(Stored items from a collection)
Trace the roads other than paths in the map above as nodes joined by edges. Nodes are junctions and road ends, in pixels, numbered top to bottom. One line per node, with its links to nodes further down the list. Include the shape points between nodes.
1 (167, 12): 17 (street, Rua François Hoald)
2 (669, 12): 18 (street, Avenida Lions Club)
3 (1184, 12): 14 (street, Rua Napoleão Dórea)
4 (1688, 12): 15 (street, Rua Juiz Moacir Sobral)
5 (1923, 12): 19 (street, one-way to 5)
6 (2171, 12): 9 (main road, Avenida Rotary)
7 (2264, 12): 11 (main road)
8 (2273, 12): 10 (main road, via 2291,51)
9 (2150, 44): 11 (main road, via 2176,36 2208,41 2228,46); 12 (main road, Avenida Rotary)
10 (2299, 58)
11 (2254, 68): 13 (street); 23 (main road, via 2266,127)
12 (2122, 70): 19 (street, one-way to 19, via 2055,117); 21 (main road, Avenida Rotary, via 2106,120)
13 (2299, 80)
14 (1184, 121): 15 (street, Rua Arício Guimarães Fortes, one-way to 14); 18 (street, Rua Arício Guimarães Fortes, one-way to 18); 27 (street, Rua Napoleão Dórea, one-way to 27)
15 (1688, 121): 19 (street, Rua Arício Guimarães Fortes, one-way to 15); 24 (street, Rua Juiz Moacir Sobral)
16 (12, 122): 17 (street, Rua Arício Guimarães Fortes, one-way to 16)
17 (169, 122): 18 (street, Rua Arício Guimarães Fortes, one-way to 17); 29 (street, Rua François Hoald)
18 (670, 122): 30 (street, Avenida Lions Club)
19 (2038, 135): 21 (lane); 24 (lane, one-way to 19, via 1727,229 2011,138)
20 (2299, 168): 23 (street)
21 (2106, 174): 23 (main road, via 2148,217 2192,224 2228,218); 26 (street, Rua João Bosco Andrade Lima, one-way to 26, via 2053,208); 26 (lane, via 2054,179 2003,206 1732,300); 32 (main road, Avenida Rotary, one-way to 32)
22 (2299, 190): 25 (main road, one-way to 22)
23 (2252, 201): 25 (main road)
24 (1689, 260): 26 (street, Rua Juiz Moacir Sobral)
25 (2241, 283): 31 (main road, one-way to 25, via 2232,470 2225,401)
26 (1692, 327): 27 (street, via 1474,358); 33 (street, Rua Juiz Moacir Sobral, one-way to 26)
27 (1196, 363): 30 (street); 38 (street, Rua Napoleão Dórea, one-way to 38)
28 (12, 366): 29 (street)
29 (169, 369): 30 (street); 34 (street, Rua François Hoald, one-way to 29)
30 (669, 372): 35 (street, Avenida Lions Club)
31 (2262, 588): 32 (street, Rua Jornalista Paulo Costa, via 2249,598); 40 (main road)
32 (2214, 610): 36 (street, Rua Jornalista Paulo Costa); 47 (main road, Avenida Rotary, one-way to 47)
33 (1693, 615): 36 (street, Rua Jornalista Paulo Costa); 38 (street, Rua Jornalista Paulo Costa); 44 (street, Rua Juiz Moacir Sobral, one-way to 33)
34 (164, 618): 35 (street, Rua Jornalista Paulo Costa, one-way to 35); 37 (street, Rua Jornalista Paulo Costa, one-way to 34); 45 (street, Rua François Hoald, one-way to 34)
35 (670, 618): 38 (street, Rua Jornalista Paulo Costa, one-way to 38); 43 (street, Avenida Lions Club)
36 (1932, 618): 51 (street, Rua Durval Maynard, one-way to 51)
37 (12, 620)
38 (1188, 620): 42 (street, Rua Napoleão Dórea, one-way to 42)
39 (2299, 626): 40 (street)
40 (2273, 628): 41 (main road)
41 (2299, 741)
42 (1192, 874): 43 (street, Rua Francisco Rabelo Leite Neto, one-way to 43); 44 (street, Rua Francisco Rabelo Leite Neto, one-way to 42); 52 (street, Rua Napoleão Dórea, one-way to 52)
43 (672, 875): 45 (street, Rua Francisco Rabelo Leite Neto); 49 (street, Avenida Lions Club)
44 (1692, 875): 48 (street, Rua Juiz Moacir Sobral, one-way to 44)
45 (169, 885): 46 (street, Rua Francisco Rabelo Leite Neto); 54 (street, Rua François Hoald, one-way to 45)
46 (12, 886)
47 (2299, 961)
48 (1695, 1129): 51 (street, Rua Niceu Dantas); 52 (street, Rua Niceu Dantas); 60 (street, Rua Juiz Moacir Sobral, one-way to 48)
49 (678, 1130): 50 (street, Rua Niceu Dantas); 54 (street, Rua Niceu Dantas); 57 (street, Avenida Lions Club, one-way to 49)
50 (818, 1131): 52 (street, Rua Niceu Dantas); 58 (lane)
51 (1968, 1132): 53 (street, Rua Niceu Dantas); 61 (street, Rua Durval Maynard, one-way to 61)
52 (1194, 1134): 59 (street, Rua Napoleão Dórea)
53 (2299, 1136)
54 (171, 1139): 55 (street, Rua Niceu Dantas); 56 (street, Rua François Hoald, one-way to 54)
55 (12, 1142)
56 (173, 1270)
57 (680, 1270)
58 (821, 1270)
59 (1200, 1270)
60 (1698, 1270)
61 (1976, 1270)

_WORK TO BE COMPLETED_
The lines above are to be retyped exactly, with none omitted.

_RESPONSE TO THIS TASK_
Trace the roads other than paths in the map above as nodes joined by edges. Nodes are junctions and road ends, in pixels, numbered top to bottom. One line per node, with its links to nodes further down the list. Include the shape points between nodes.
1 (167, 12): 17 (street, Rua François Hoald)
2 (669, 12): 18 (street, Avenida Lions Club)
3 (1184, 12): 14 (street, Rua Napoleão Dórea)
4 (1688, 12): 15 (street, Rua Juiz Moacir Sobral)
5 (1923, 12): 19 (street, one-way to 5)
6 (2171, 12): 9 (main road, Avenida Rotary)
7 (2264, 12): 11 (main road)
8 (2273, 12): 10 (main road, via 2291,51)
9 (2150, 44): 11 (main road, via 2176,36 2208,41 2228,46); 12 (main road, Avenida Rotary)
10 (2299, 58)
11 (2254, 68): 13 (street); 23 (main road, via 2266,127)
12 (2122, 70): 19 (street, one-way to 19, via 2055,117); 21 (main road, Avenida Rotary, via 2106,120)
13 (2299, 80)
14 (1184, 121): 15 (street, Rua Arício Guimarães Fortes, one-way to 14); 18 (street, Rua Arício Guimarães Fortes, one-way to 18); 27 (street, Rua Napoleão Dórea, one-way to 27)
15 (1688, 121): 19 (street, Rua Arício Guimarães Fortes, one-way to 15); 24 (street, Rua Juiz Moacir Sobral)
16 (12, 122): 17 (street, Rua Arício Guimarães Fortes, one-way to 16)
17 (169, 122): 18 (street, Rua Arício Guimarães Fortes, one-way to 17); 29 (street, Rua François Hoald)
18 (670, 122): 30 (street, Avenida Lions Club)
19 (2038, 135): 21 (lane); 24 (lane, one-way to 19, via 1727,229 2011,138)
20 (2299, 168): 23 (street)
21 (2106, 174): 23 (main road, via 2148,217 2192,224 2228,218); 26 (street, Rua João Bosco Andrade Lima, one-way to 26, via 2053,208); 26 (lane, via 2054,179 2003,206 1732,300); 32 (main road, Avenida Rotary, one-way to 32)
22 (2299, 190): 25 (main road, one-way to 22)
23 (2252, 201): 25 (main road)
24 (1689, 260): 26 (street, Rua Juiz Moacir Sobral)
25 (2241, 283): 31 (main road, one-way to 25, via 2232,470 2225,401)
26 (1692, 327): 27 (street, via 1474,358); 33 (street, Rua Juiz Moacir Sobral, one-way to 26)
27 (1196, 363): 30 (street); 38 (street, Rua Napoleão Dórea, one-way to 38)
28 (12, 366): 29 (street)
29 (169, 369): 30 (street); 34 (street, Rua François Hoald, one-way to 29)
30 (669, 372): 35 (street, Avenida Lions Club)
31 (2262, 588): 32 (street, Rua Jornalista Paulo Costa, via 2249,598); 40 (main road)
32 (2214, 610): 36 (street, Rua Jornalista Paulo Costa); 47 (main road, Avenida Rotary, one-way to 47)
33 (1693, 615): 36 (street, Rua Jornalista Paulo Costa); 38 (street, Rua Jornalista Paulo Costa); 44 (street, Rua Juiz Moacir Sobral, one-way to 33)
34 (164, 618): 35 (street, Rua Jornalista Paulo Costa, one-way to 35); 37 (street, Rua Jornalista Paulo Costa, one-way to 34); 45 (street, Rua François Hoald, one-way to 34)
35 (670, 618): 38 (street, Rua Jornalista Paulo Costa, one-way to 38); 43 (street, Avenida Lions Club)
36 (1932, 618): 51 (street, Rua Durval Maynard, one-way to 51)
37 (12, 620)
38 (1188, 620): 42 (street, Rua Napoleão Dórea, one-way to 42)
39 (2299, 626): 40 (street)
40 (2273, 628): 41 (main road)
41 (2299, 741)
42 (1192, 874): 43 (street, Rua Francisco Rabelo Leite Neto, one-way to 43); 44 (street, Rua Francisco Rabelo Leite Neto, one-way to 42); 52 (street, Rua Napoleão Dórea, one-way to 52)
43 (672, 875): 45 (street, Rua Francisco Rabelo Leite Neto); 49 (street, Avenida Lions Club)
44 (1692, 875): 48 (street, Rua Juiz Moacir Sobral, one-way to 44)
45 (169, 885): 46 (street, Rua Francisco Rabelo Leite Neto); 54 (street, Rua François Hoald, one-way to 45)
46 (12, 886)
47 (2299, 961)
48 (1695, 1129): 51 (street, Rua Niceu Dantas); 52 (street, Rua Niceu Dantas); 60 (street, Rua Juiz Moacir Sobral, one-way to 48)
49 (678, 1130): 50 (street, Rua Niceu Dantas); 54 (street, Rua Niceu Dantas); 57 (street, Avenida Lions Club, one-way to 49)
50 (818, 1131): 52 (street, Rua Niceu Dantas); 58 (lane)
51 (1968, 1132): 53 (street, Rua Niceu Dantas); 61 (street, Rua Durval Maynard, one-way to 61)
52 (1194, 1134): 59 (street, Rua Napoleão Dórea)
53 (2299, 1136)
54 (171, 1139): 55 (street, Rua Niceu Dantas); 56 (street, Rua François Hoald, one-way to 54)
55 (12, 1142)
56 (173, 1270)
57 (680, 1270)
58 (821, 1270)
59 (1200, 1270)
60 (1698, 1270)
61 (1976, 1270)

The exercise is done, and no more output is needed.